I seriously believe that those conglomerate clarno palisades were the result of the great uplift of land following the Genesis Flood. If the Bible be true in any sense that can only be thousands of years ago. If you look out into the back country you will clearly see that these deposits rest on basalt and in the distance there are some clarno deposits with a layer of basalt on top. That is some pretty heavy stupendous change. Not just something to do with geologic changes, commonly known as catastrophism.
It is a whole lot easier to believe that it all took place over millions of years, even though you can see a long piece of a vertical petrified log about forty feet up one of the faces. Especially when John the Park Ranger told me that there was about 2000 feet of basalt overlying the preexisting sediments in this location, and then the clarno is on top of that. That is some pretty significant change. To use the term stupendous or even catastrophic, is way too gentile. Put into the context of the Bible which says that in the Genesis Flood only eight people survived, and all this geology is a result of sin, should scare the hell out of any at all rational person.
A line in one of my western songs by Don Edwards about a cattle stampede says that “that’s a whole lot more powerful than a camp meeting, when it comes to getting men to pray.”
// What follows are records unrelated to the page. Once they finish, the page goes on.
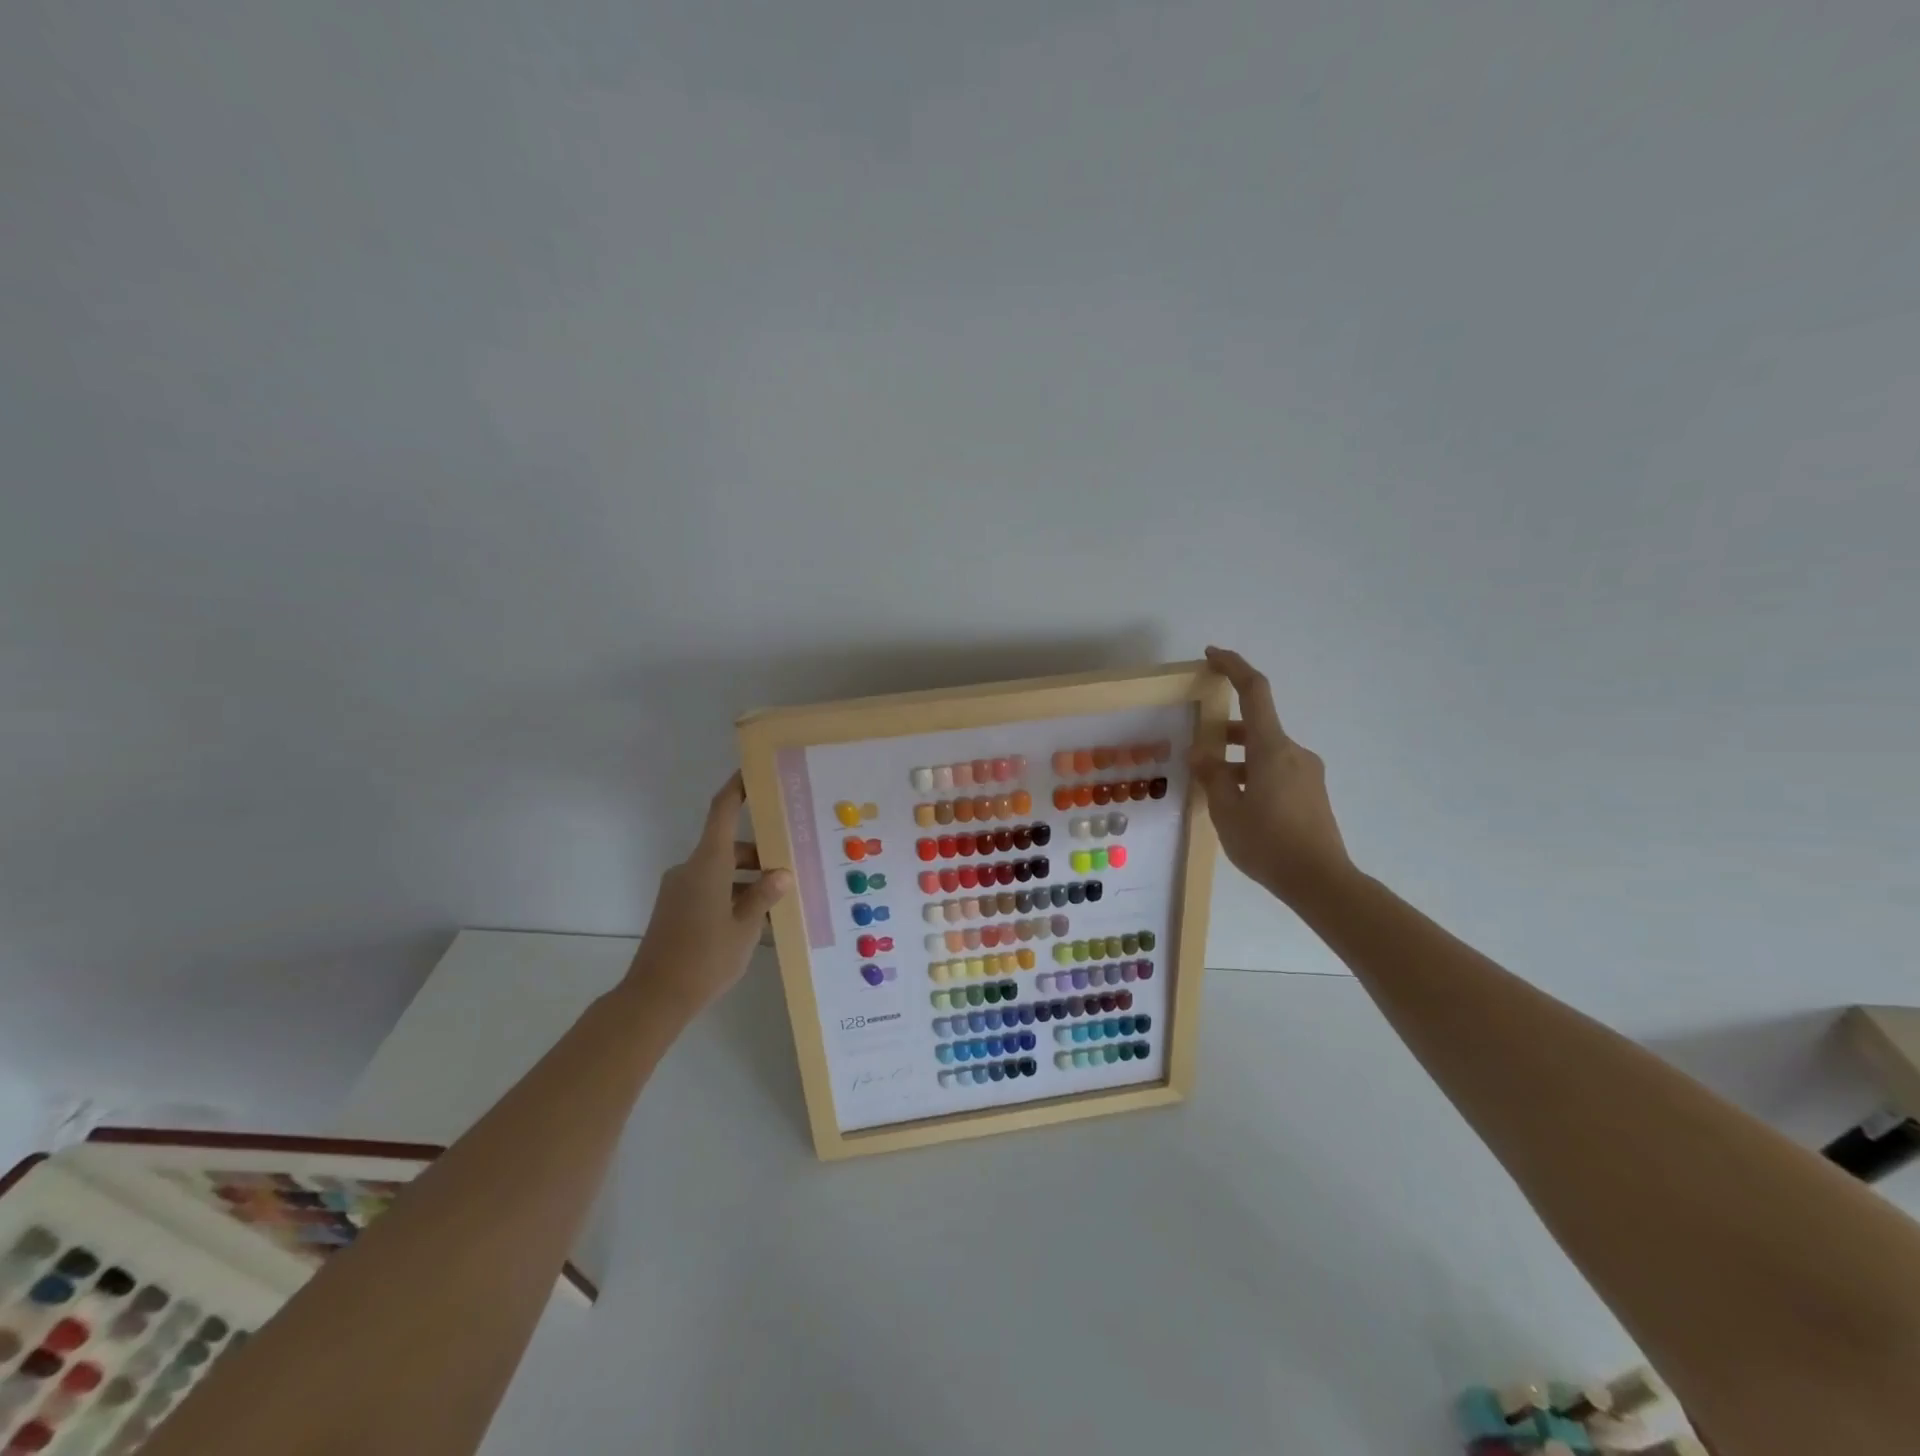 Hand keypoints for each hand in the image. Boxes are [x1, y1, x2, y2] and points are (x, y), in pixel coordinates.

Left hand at [624, 773, 790, 1017]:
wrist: (654, 999)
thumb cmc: (705, 958)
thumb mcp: (745, 928)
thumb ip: (763, 896)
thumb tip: (781, 874)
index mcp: (707, 865)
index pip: (722, 811)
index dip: (737, 787)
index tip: (753, 771)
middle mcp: (690, 869)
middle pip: (728, 846)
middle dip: (760, 854)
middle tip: (792, 865)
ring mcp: (679, 890)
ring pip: (721, 871)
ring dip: (748, 880)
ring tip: (779, 902)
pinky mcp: (675, 909)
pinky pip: (710, 889)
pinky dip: (732, 895)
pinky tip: (754, 921)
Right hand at [1193, 646, 1353, 903]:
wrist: (1321, 881)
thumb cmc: (1268, 843)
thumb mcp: (1226, 811)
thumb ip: (1213, 776)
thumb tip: (1202, 753)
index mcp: (1271, 748)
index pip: (1254, 692)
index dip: (1233, 667)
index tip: (1212, 655)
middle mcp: (1293, 752)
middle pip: (1256, 726)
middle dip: (1225, 732)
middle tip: (1197, 750)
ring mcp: (1307, 772)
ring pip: (1264, 752)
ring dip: (1237, 758)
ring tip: (1212, 787)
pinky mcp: (1312, 792)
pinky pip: (1276, 770)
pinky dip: (1252, 774)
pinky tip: (1237, 804) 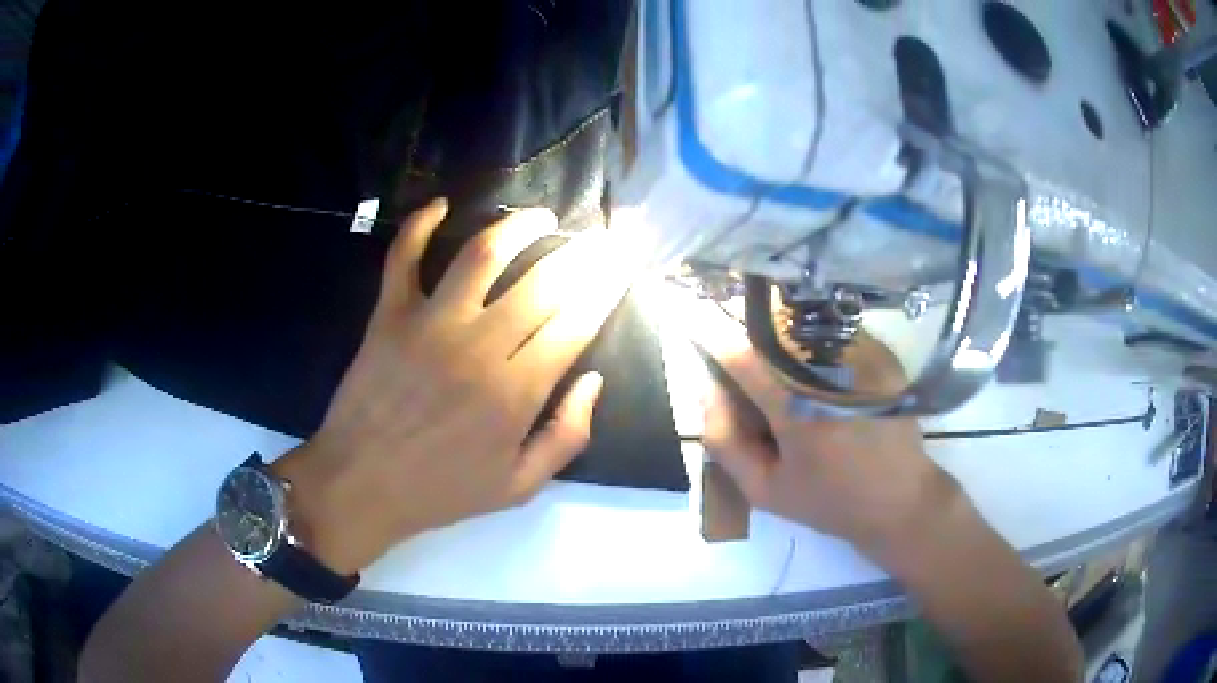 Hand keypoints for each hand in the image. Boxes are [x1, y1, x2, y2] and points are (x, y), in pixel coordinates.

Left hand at [274, 199, 634, 574]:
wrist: (360, 485)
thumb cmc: (440, 490)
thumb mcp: (518, 487)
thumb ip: (567, 436)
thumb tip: (594, 379)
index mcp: (516, 393)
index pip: (576, 322)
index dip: (605, 287)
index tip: (622, 264)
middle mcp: (479, 347)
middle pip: (542, 282)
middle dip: (580, 254)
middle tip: (597, 238)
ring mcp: (429, 324)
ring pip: (482, 254)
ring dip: (518, 225)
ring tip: (541, 218)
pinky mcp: (389, 315)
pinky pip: (404, 257)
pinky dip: (420, 225)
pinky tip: (441, 206)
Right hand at [688, 300, 958, 552]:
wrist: (901, 499)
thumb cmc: (829, 501)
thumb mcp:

If all this took place in a short period of hours, days, weeks, or even months, it surely is more powerful than any altar call any preacher ever gave.
So there are no truly green folks out there. And only a few green preachers. All the rest of the preachers are content to do things the way they learned, or were told how to do it. Give them those blinders to keep them on course, and they will never venture into a field where common grace and natural law rules. After all it would be uncivilized and they would not be in control of the circumstances. Who knows they truly might have to rely on God for their protection, from the snakes, the scorpions, and even the polar bears.